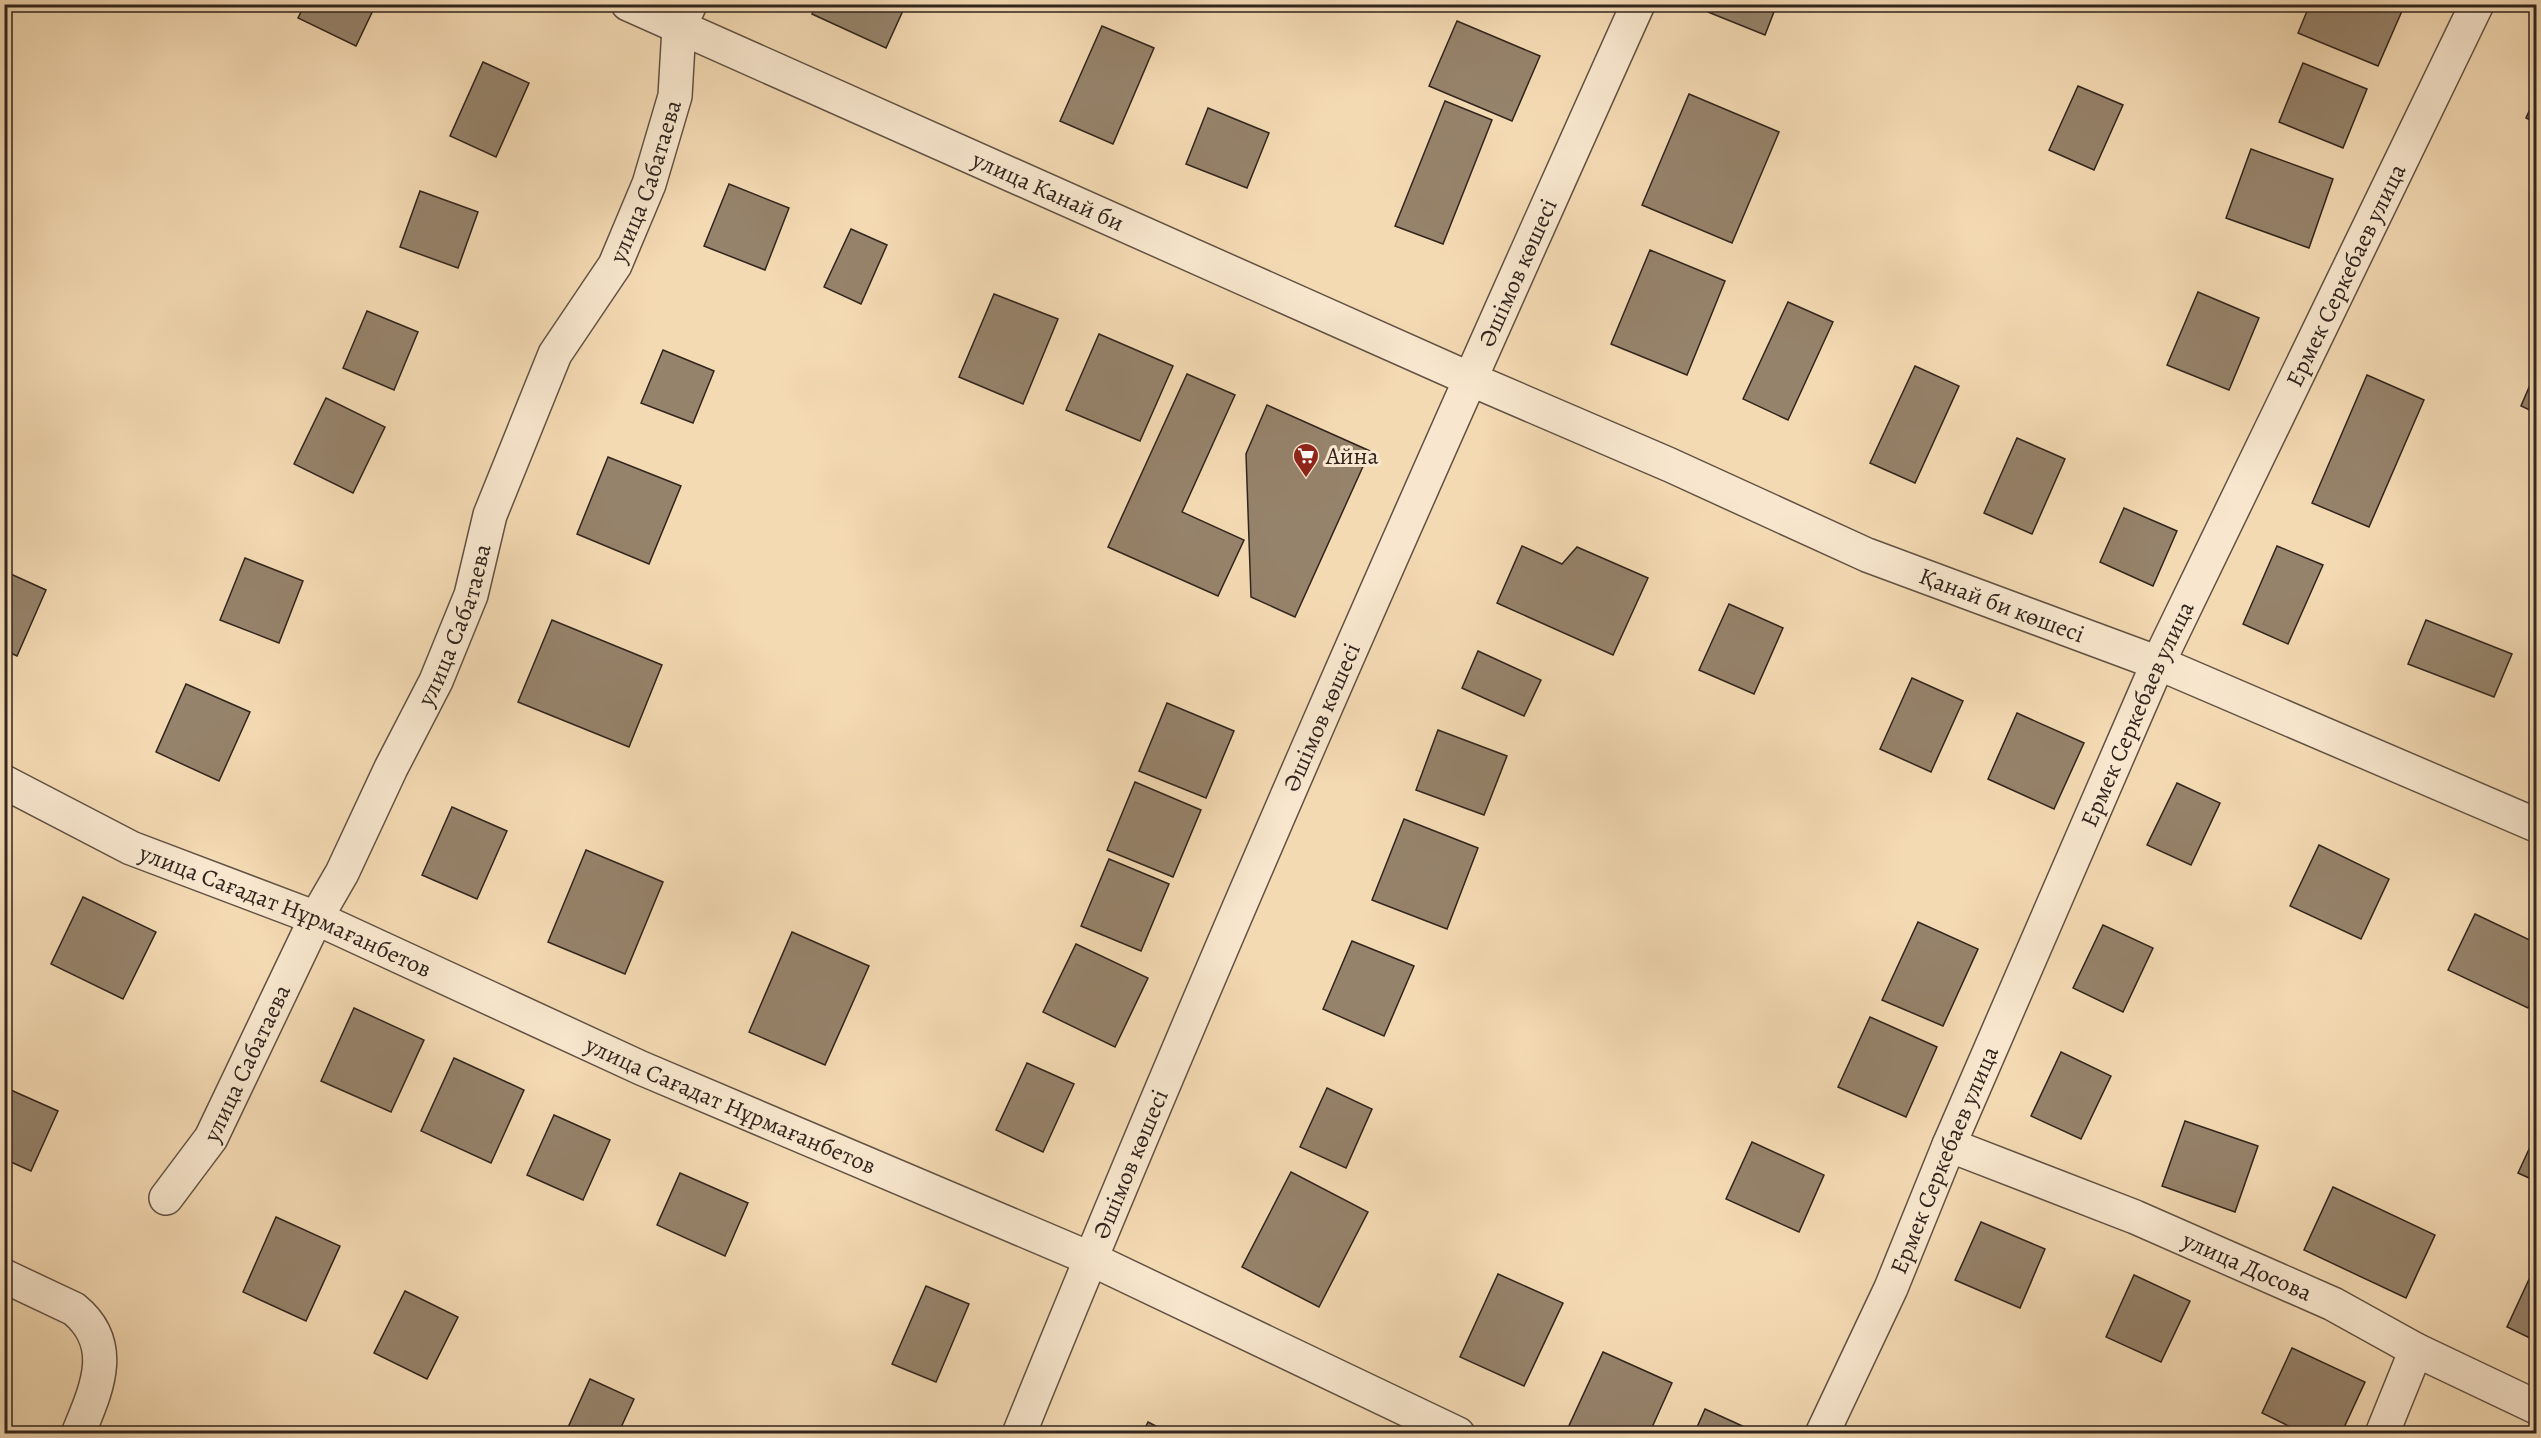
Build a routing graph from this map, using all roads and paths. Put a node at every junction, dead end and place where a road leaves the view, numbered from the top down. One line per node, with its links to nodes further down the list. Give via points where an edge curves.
1 (628, 4): 4 (street, улица Канай би)
2 (1638, 4): 5 (street, Әшімов көшесі)
3 (2477, 4): 6 (street, Ермек Серкебаев улица)
4 (685, 16): 5 (street, улица Канай би); 9 (street, улица Сабатаева, via 675,96 649,184 615,265 555,354 490,515 471,595 436,681)
5 (1470, 379): 6 (street, Қанай би көшесі, via 1867,555); 12 (street, Әшімов көшесі)
6 (2158, 663): 8 (street, Қанай би көшесі); 10 (street, Ермек Серкебаев улица)
7 (4, 782): 9 (street, улица Сағадат Нұрмағанбетов, via 131,848)
8 (2536, 825)
9 (316, 918): 11 (street, улица Сабатаева, via 211,1138); 12 (street, улица Сағадат Нұрмағанбетов, via 641,1068)
10 (1949, 1145): 14 (street, улица Досова, via 2135,1217 2333,1304); 19 (street, Ермек Серкебаев улица, via 1891,1288)
11 (166, 1198)
12 (1089, 1258): 17 (street, Әшімов көшесі); 18 (street, улица Сағадат Нұрмағанбетов)
13 (4, 1276): 16 (street, via 74,1309 93,1331 101,1349 100,1366)
14 (2416, 1350): 15 (street, улица Досова); 20 (street)
15 (2536, 1407)
16 (78, 1434)
17 (1019, 1434)
18 (1458, 1434)
19 (1822, 1434)
20 (2382, 1434)

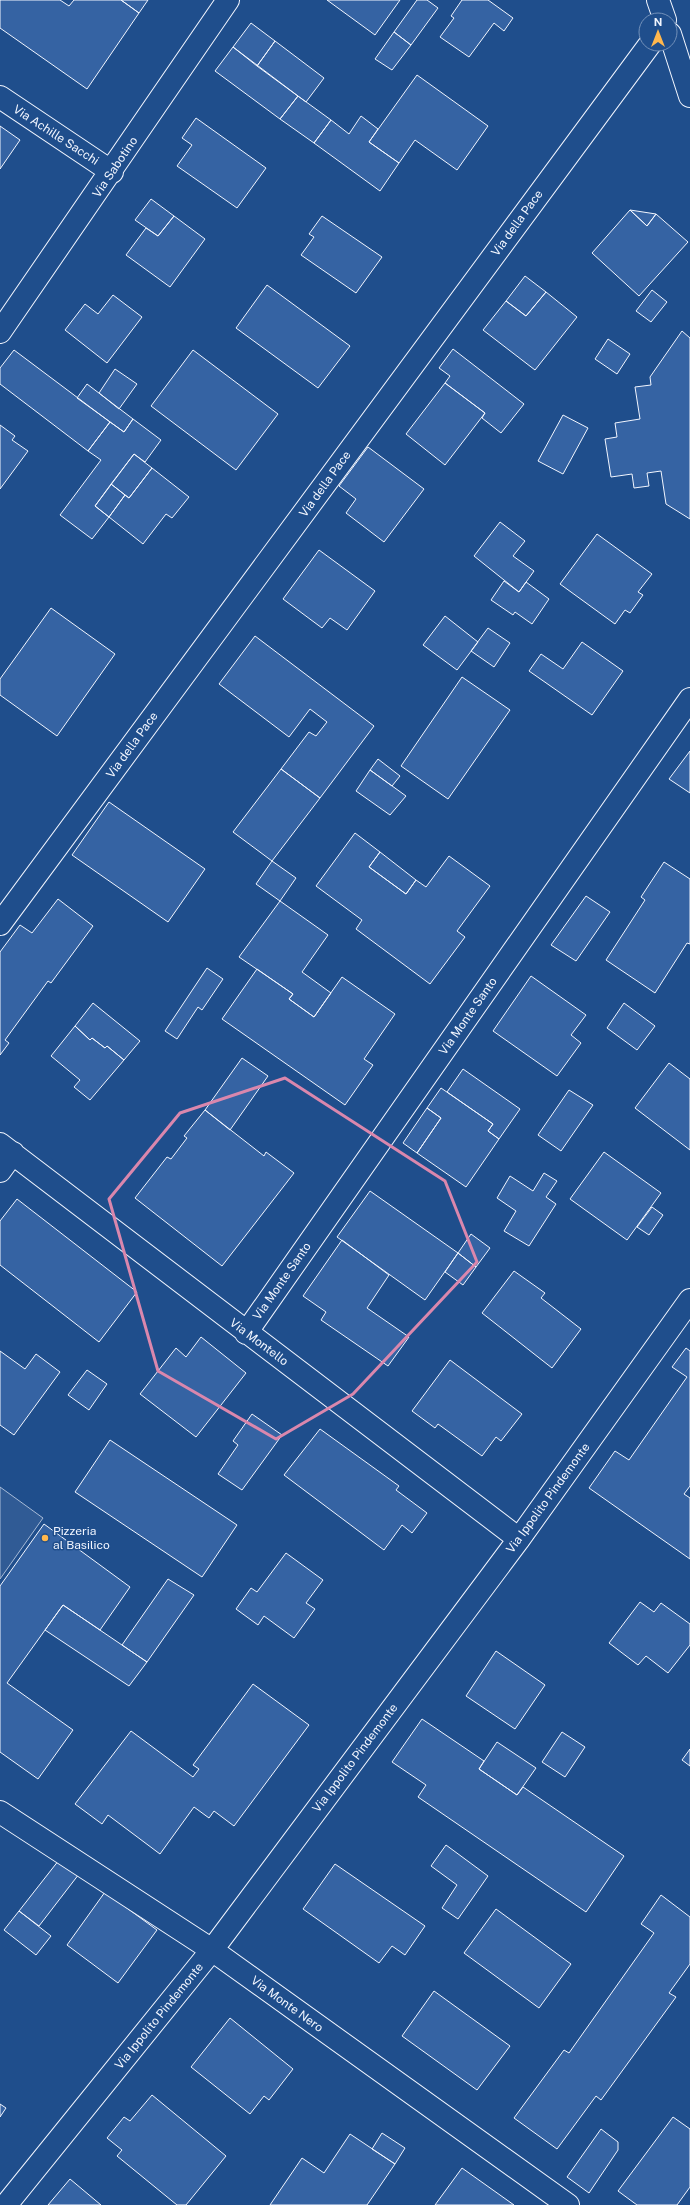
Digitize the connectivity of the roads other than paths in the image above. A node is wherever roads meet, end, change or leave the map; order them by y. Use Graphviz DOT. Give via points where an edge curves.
graph roads {
  1 [pos="228,0"];
  2 [pos="658,0"];
  3 [pos="662,12"];
  4 [pos="644,52"];
  5 [pos="676,52"];
  6 [pos="690,96"];
  7 [pos="0,97"];
  8 [pos="112,172"];
  9 [pos="0,332"];
  10 [pos="690,699"];
  11 [pos="0,924"];
  12 [pos="7,1149"];
  13 [pos="0,1171"];
  14 [pos="690,1300"];
  15 [pos="246,1332"];
  16 [pos="519,1539"];
  17 [pos="0,1812"];
  18 [pos="212,1950"];
  19 [pos="6,2205"];
  20 [pos="568,2205"];
  1 -- 8 [label="street, Via Sabotino"];
  2 -- 3 [label="street"];
  4 -- 11 [label="street, Via della Pace"];
  5 -- 6 [label="street"];
  7 -- 8 [label="street, Via Achille Sacchi"];
  8 -- 9 [label="street, Via Sabotino"];
  10 -- 15 [label="street, Via Monte Santo"];
  12 -- 13 [label="street"];
  12 -- 15 [label="street, Via Montello"];
  14 -- 16 [label="street, Via Ippolito Pindemonte"];
  15 -- 16 [label="street, Via Montello"];
  16 -- 18 [label="street, Via Ippolito Pindemonte"];
  17 -- 18 [label="street, Via Monte Nero"];
  18 -- 19 [label="street, Via Ippolito Pindemonte"];
  18 -- 20 [label="street, Via Monte Nero"];
}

—————

- [WHAT THE EXERCISE ASKS]: When repeating the listing, keep each line exact and exclude the pictures.

- [RESPONSE AREA]:
Build a routing graph from this map, using all roads and paths. Put a node at every junction, dead end and place where a road leaves the view, numbered from the top down. One line per node, with its links to nodes further down the list. Give via points where an edge curves.
1 (628, 4): 4 (street, улица Канай би)
2 (1638, 4): 5 (street, Әшімов көшесі)
3 (2477, 4): 6 (street, Ермек Серкебаев улица)
4 (685, 16): 5 (street, улица Канай би); 9 (street, улица Сабатаева, via 675,96 649,184 615,265 555,354 490,515 471,595 436,681)
5 (1470, 379): 6 (street, Қанай би көшесі, via 1867,555); 12 (street, Әшімов көшесі)
6 (2158, 663): 8 (street, Қанай би көшесі); 10 (street, Ермек Серкебаев улица)
7 (4, 782): 9 (street, улица Сағадат Нұрмағанбетов, via 131,848)
8 (2536, 825)
9 (316, 918): 11 (street, улица Сабатаева, via 211,1138); 12 (street, улица Сағадат Нұрмағанбетов, via 641,1068)
10 (1949, 1145): 14 (street, улица Досова, via 2135,1217 2333,1304); 19 (street, Ермек Серкебаев улица, via 1891,1288)
11 (166, 1198)
12 (1089, 1258): 17 (street, Әшімов көшесі); 18 (street, улица Сағадат Нұрмағанбетов)
13 (4, 1276): 16 (street, via 74,1309 93,1331 101,1349 100,1366)
14 (2416, 1350): 15 (street, улица Досова); 20 (street)
15 (2536, 1407)
16 (78, 1434)
17 (1019, 1434)
18 (1458, 1434)
19 (1822, 1434)
20 (2382, 1434)

Digitize the connectivity of the roads other than paths in the image above. A node is wherever roads meet, end, change or leave the map; order them by y. Use Graphviz DOT. Give via points where an edge curves.
graph roads {
  1 [pos="228,0"];
  2 [pos="658,0"];
  3 [pos="662,12"];
  4 [pos="644,52"];
  5 [pos="676,52"];
  6 [pos="690,96"];
  7 [pos="0,97"];
  8 [pos="112,172"];
  9 [pos="0,332"];
  10 [pos="690,699"];
  11 [pos="0,924"];
  12 [pos="7,1149"];
  13 [pos="0,1171"];
  14 [pos="690,1300"];
  15 [pos="246,1332"];
  16 [pos="519,1539"];
  17 [pos="0,1812"];
  18 [pos="212,1950"];
  19 [pos="6,2205"];
  20 [pos="568,2205"];
  1 -- 8 [label="street, Via Sabotino"];
  2 -- 3 [label="street"];
  4 -- 11 [label="street, Via della Pace"];
  5 -- 6 [label="street"];
  7 -- 8 [label="street, Via Achille Sacchi"];
  8 -- 9 [label="street, Via Sabotino"];
  10 -- 15 [label="street, Via Monte Santo"];
  12 -- 13 [label="street"];
  12 -- 15 [label="street, Via Montello"];
  14 -- 16 [label="street, Via Ippolito Pindemonte"];
  15 -- 16 [label="street, Via Montello"];
  16 -- 18 [label="street, Via Ippolito Pindemonte"];
  17 -- 18 [label="street, Via Monte Nero"];
  18 -- 19 [label="street, Via Ippolito Pindemonte"];
  18 -- 20 [label="street, Via Monte Nero"];
}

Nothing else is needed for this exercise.